Extracted information:
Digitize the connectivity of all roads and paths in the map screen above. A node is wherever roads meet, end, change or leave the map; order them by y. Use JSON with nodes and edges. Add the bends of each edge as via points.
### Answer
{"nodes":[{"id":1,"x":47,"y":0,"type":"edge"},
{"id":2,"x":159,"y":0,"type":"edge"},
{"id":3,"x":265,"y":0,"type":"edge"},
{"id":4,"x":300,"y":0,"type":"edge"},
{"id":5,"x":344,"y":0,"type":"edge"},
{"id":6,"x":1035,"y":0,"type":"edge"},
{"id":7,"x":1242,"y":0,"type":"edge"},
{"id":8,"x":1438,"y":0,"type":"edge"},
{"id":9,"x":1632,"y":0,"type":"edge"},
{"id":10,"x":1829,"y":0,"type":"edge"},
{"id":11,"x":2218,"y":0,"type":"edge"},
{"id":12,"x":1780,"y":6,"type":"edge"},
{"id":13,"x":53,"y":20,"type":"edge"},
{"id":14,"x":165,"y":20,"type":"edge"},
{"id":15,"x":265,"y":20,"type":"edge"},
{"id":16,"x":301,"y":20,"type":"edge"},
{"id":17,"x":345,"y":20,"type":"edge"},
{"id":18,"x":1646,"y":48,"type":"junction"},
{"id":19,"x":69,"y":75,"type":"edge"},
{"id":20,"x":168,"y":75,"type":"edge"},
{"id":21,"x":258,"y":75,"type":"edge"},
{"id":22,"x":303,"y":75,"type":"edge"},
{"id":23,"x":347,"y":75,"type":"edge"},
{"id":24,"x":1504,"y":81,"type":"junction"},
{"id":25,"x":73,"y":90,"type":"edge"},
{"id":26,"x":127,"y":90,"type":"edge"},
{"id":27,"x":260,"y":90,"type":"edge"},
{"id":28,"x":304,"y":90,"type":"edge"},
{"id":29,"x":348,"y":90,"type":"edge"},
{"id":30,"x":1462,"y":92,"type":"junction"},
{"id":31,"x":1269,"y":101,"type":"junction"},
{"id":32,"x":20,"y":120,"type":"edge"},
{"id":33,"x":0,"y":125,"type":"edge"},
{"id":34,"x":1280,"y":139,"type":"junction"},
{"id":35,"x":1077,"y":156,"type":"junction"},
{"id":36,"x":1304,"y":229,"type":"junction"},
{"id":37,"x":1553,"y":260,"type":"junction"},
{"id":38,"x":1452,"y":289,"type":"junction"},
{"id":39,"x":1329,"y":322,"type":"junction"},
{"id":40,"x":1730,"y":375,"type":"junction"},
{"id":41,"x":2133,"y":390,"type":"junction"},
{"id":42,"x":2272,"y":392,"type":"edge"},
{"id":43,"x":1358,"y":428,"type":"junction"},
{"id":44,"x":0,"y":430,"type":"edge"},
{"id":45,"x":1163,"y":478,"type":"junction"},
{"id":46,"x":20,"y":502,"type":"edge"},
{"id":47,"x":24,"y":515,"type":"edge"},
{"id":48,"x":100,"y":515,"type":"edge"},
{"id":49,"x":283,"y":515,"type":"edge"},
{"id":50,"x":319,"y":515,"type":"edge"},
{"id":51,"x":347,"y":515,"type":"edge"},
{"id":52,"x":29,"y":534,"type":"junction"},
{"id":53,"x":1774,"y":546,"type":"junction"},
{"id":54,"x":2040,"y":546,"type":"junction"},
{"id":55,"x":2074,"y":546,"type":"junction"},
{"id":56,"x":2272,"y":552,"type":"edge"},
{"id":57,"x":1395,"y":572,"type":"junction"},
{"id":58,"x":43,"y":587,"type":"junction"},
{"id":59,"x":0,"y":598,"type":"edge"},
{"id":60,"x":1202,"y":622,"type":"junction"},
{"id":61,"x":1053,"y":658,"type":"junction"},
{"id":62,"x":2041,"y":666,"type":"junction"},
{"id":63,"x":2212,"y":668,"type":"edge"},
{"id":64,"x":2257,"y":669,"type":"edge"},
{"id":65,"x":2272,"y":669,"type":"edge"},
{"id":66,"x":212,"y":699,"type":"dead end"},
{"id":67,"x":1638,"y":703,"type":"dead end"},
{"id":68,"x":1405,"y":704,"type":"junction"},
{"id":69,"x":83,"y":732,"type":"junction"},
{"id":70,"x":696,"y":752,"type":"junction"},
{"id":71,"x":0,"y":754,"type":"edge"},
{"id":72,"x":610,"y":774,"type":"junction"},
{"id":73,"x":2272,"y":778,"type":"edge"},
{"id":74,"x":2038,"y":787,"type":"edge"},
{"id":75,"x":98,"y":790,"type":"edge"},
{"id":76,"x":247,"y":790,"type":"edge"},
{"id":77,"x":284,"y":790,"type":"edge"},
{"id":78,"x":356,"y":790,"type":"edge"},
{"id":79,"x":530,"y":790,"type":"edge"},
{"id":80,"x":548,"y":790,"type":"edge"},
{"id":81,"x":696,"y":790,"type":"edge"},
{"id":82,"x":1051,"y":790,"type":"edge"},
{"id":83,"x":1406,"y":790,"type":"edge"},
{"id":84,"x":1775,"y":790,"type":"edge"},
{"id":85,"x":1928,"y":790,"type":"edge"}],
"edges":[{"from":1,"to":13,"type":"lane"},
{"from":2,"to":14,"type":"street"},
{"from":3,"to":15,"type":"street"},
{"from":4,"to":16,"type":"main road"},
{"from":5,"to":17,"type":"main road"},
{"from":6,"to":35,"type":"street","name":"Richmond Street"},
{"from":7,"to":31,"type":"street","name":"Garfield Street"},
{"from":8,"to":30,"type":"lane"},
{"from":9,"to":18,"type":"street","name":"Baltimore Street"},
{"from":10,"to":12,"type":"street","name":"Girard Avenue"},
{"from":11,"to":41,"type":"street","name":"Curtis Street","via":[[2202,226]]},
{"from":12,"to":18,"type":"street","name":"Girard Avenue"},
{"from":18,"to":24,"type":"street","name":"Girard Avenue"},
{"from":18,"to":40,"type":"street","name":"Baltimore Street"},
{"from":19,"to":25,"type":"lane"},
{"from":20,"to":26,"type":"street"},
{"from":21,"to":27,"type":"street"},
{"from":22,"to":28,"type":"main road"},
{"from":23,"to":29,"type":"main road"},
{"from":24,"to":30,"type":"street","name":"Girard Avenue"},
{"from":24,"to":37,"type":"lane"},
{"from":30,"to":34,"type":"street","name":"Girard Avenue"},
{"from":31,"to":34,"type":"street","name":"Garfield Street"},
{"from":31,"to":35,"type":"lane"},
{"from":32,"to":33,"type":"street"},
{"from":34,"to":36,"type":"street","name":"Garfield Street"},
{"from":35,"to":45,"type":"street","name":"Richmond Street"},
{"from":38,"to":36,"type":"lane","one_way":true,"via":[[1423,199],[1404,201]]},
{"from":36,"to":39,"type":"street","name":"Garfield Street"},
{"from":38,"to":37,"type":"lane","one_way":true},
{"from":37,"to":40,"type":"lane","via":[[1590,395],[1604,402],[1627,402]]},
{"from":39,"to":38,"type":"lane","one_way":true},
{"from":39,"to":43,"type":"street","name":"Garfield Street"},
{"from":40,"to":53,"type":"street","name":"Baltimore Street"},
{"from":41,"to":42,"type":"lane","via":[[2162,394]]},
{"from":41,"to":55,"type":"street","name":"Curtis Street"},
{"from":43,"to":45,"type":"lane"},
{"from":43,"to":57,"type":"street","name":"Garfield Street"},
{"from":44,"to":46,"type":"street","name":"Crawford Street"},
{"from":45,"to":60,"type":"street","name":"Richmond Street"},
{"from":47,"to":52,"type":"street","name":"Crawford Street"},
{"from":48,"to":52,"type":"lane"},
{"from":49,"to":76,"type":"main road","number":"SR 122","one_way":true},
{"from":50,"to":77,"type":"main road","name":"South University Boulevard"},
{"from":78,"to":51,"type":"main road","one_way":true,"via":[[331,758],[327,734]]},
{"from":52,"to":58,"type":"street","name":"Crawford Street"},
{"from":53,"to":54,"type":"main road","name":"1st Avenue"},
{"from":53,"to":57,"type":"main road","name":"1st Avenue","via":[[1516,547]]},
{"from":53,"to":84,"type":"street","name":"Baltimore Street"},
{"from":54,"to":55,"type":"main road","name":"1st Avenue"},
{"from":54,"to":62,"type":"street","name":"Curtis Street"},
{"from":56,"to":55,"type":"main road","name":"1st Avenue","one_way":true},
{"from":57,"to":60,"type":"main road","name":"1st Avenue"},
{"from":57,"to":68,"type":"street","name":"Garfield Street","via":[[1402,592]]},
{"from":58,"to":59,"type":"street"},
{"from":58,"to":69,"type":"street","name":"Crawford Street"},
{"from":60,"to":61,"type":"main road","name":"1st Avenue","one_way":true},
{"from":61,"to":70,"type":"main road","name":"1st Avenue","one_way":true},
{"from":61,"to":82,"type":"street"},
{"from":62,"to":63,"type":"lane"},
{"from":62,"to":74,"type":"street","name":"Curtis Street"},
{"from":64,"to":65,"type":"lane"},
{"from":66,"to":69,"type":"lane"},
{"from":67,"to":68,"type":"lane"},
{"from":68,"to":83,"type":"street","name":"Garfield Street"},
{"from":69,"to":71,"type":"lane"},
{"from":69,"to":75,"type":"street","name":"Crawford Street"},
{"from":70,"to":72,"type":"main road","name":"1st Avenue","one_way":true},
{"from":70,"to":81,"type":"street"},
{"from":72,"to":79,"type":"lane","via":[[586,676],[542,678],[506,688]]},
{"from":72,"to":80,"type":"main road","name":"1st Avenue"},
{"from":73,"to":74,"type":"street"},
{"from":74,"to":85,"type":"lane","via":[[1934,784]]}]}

The task: Count the lines of the material above that contain "dead"; your reply is that number and no more.

Your response: 2